The disbelief. The laughter online. The arguments over whether it was a prank, a hack, a marketing stunt.
By the time the first people died, it was already too late.
This time, he would not waste a single hour.
Axiom opened a document and began to type.
Dates. Locations. Names.
Event triggers.
Failure points.
He did not write explanations. He did not write emotions.
Only facts.
Only outcomes.
Three days from now, the first anomaly would appear.
Six days from now, the system would fully descend.
Most people would still be arguing about terms and conditions.
Axiom would be ready.
He leaned back and closed his eyes.
The memory of his death surfaced unbidden.
No heroics. No final stand.
Just exhaustion.
A civilization stretched too thin. A final miscalculation. A collapse that had started decades earlier and only finished when there was nothing left to hold it up.
He had died knowing exactly where he had failed.
That knowledge was the only thing that followed him back.

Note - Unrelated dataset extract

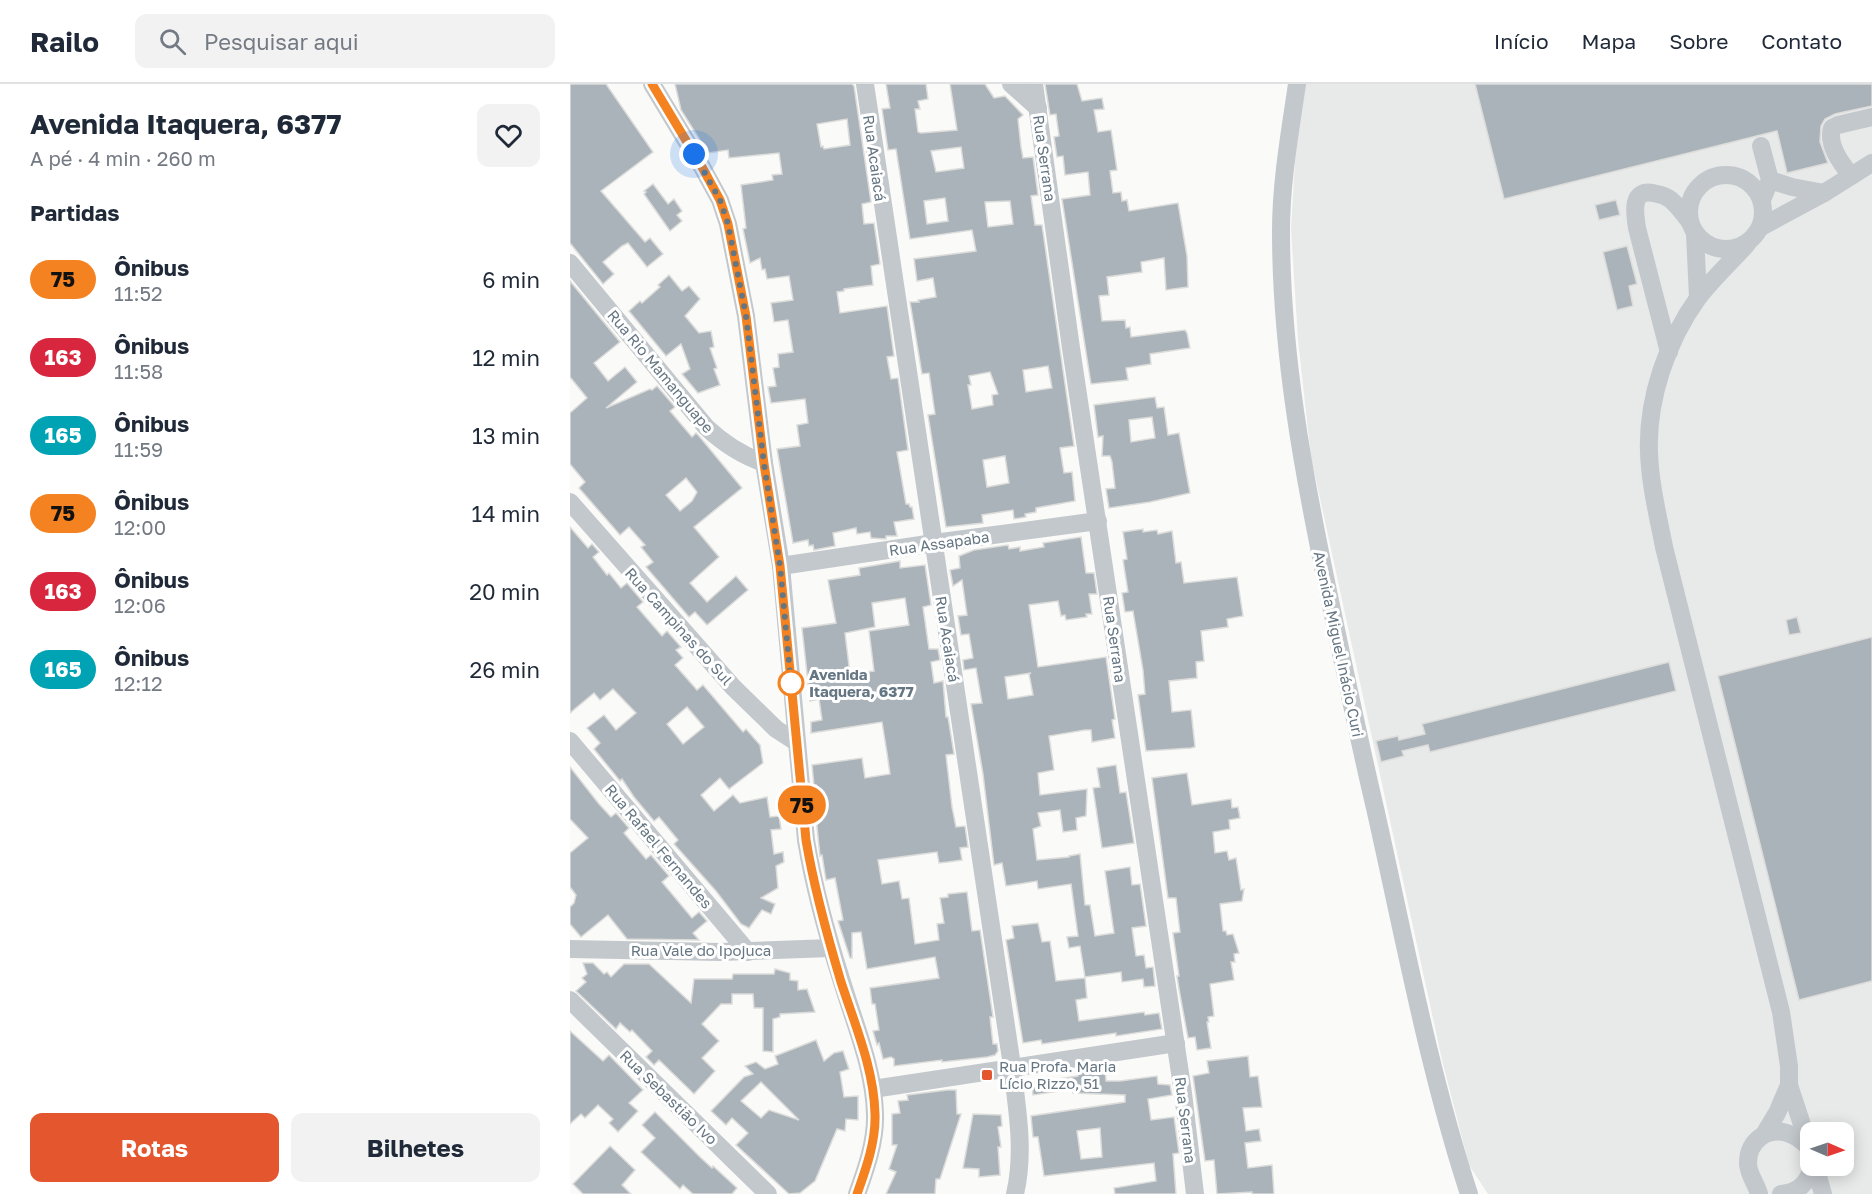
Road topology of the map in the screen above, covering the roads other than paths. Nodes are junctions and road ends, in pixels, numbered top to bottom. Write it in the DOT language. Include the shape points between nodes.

This time, there would be no improvisation.
No gambling on miracles.
No reliance on individuals burning themselves out for temporary gains.
This time, he would build something that endured.
Axiom opened his eyes.
Outside, the neighborhood continued its quiet routine. Cars passed. Dogs barked. Someone laughed.
The world still believed it had time.
He did not correct it.
He saved the document.
Renamed it.
Stonewill Foundation Log -- Day Three.
And began planning for the end of the world.